→ Task details
Every line in the records below with the string "covering" needs to be copied out.
* * *
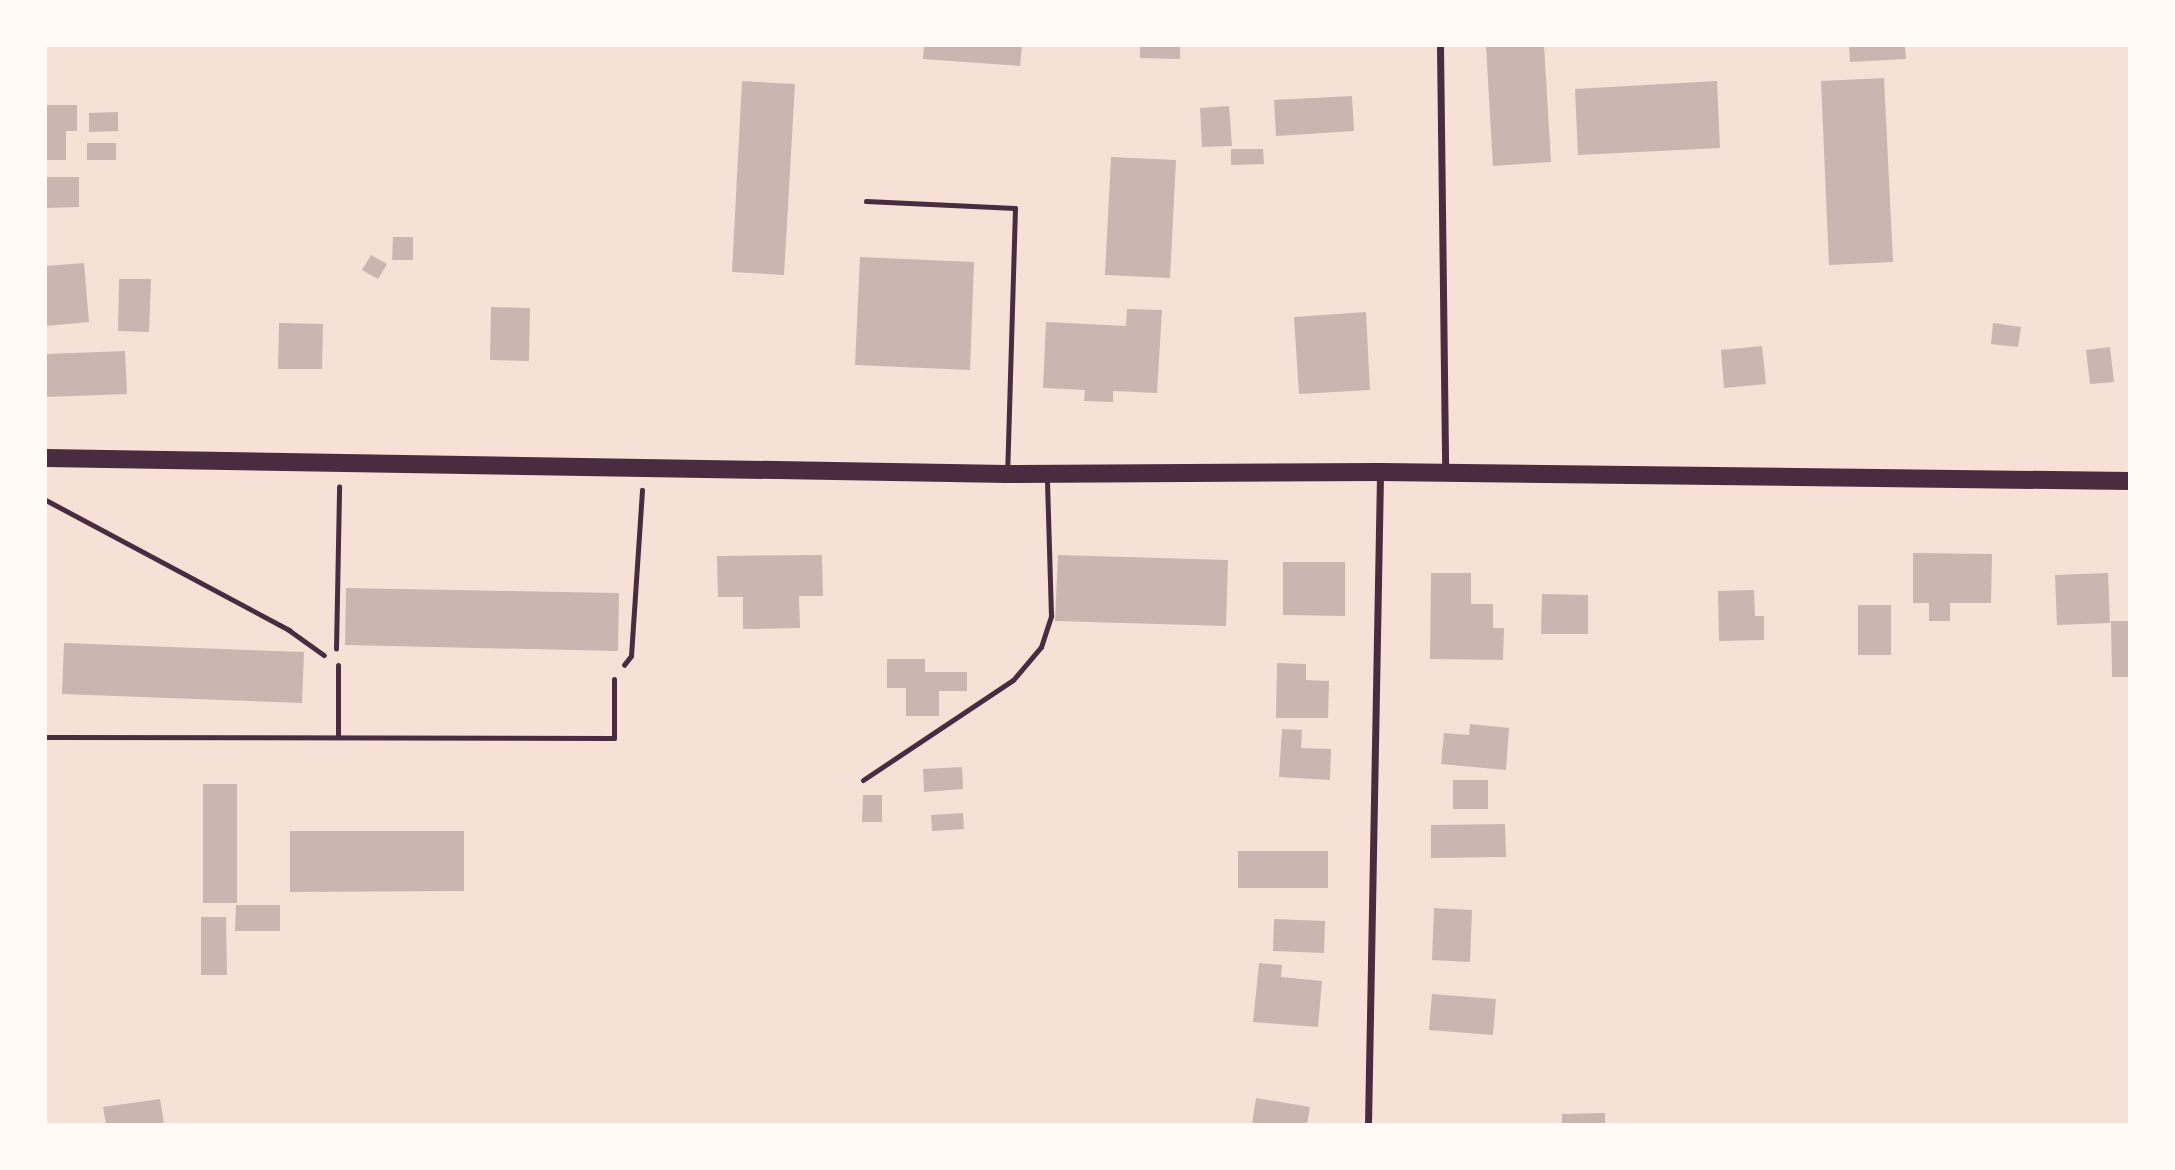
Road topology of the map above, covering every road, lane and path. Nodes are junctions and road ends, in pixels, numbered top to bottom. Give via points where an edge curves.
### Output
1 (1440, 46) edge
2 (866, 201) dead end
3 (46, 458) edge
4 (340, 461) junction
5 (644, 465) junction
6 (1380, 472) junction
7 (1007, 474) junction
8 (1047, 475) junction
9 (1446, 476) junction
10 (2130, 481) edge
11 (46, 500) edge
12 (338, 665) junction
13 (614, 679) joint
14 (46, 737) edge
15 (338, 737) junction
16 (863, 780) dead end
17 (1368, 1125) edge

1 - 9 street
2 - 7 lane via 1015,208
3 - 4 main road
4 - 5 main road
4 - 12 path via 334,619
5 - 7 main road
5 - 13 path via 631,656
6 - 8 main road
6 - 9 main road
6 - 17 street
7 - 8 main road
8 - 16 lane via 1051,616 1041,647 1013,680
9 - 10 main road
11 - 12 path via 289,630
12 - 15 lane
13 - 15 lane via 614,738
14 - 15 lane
* * *
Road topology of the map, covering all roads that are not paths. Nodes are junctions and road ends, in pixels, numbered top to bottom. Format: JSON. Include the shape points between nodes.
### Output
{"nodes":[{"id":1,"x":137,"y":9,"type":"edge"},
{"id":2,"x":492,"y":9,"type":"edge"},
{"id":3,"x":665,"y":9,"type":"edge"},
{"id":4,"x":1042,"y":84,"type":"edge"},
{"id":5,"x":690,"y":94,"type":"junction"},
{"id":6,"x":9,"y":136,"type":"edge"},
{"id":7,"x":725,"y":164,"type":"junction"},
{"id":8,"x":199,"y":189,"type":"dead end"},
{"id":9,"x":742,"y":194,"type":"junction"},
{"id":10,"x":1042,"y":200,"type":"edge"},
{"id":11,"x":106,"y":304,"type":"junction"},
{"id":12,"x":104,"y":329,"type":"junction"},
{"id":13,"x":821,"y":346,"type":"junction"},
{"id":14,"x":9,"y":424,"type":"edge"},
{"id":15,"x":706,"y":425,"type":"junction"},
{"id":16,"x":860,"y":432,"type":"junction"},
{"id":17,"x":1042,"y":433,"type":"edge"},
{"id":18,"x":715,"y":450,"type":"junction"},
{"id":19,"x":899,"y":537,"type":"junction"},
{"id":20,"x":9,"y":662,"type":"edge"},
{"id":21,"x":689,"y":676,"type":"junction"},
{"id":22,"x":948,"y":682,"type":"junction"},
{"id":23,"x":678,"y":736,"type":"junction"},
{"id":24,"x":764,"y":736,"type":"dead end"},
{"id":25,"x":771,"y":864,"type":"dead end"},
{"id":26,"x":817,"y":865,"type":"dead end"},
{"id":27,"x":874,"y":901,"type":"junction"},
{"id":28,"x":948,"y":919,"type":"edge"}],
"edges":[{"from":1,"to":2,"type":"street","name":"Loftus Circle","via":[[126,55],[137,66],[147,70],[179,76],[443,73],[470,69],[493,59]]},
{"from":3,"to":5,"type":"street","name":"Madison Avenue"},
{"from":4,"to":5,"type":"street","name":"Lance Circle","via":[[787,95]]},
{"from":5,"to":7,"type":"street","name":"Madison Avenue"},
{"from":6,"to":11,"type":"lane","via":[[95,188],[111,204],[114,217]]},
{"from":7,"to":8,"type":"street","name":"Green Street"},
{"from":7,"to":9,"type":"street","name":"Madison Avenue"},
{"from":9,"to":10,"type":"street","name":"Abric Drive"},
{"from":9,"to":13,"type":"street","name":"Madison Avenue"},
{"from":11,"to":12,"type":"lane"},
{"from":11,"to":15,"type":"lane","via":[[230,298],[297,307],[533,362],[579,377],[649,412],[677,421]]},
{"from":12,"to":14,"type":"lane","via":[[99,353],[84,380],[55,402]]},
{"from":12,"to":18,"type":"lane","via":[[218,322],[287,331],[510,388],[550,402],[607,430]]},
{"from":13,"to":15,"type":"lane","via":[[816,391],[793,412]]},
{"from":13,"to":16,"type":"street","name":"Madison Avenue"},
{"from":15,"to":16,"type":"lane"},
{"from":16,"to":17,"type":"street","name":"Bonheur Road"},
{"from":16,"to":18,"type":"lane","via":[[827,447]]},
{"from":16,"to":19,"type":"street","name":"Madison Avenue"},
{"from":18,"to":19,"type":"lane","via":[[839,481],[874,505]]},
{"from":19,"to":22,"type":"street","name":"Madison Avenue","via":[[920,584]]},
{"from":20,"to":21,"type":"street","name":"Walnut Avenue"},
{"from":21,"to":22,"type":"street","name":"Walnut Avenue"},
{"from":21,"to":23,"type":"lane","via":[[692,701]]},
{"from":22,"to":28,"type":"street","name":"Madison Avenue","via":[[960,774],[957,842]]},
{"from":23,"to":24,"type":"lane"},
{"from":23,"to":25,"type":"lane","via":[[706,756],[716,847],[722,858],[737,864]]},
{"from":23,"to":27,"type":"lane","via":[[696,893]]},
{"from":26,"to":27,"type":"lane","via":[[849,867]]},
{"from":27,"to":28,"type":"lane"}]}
* * *
→ Answer space
Road topology of the map above, covering every road, lane and path. Nodes are junctions and road ends, in pixels, numbered top to bottom. Give via points where an edge curves.
Road topology of the map, covering all roads that are not paths. Nodes are junctions and road ends, in pixels, numbered top to bottom. Format: JSON. Include the shape points between nodes.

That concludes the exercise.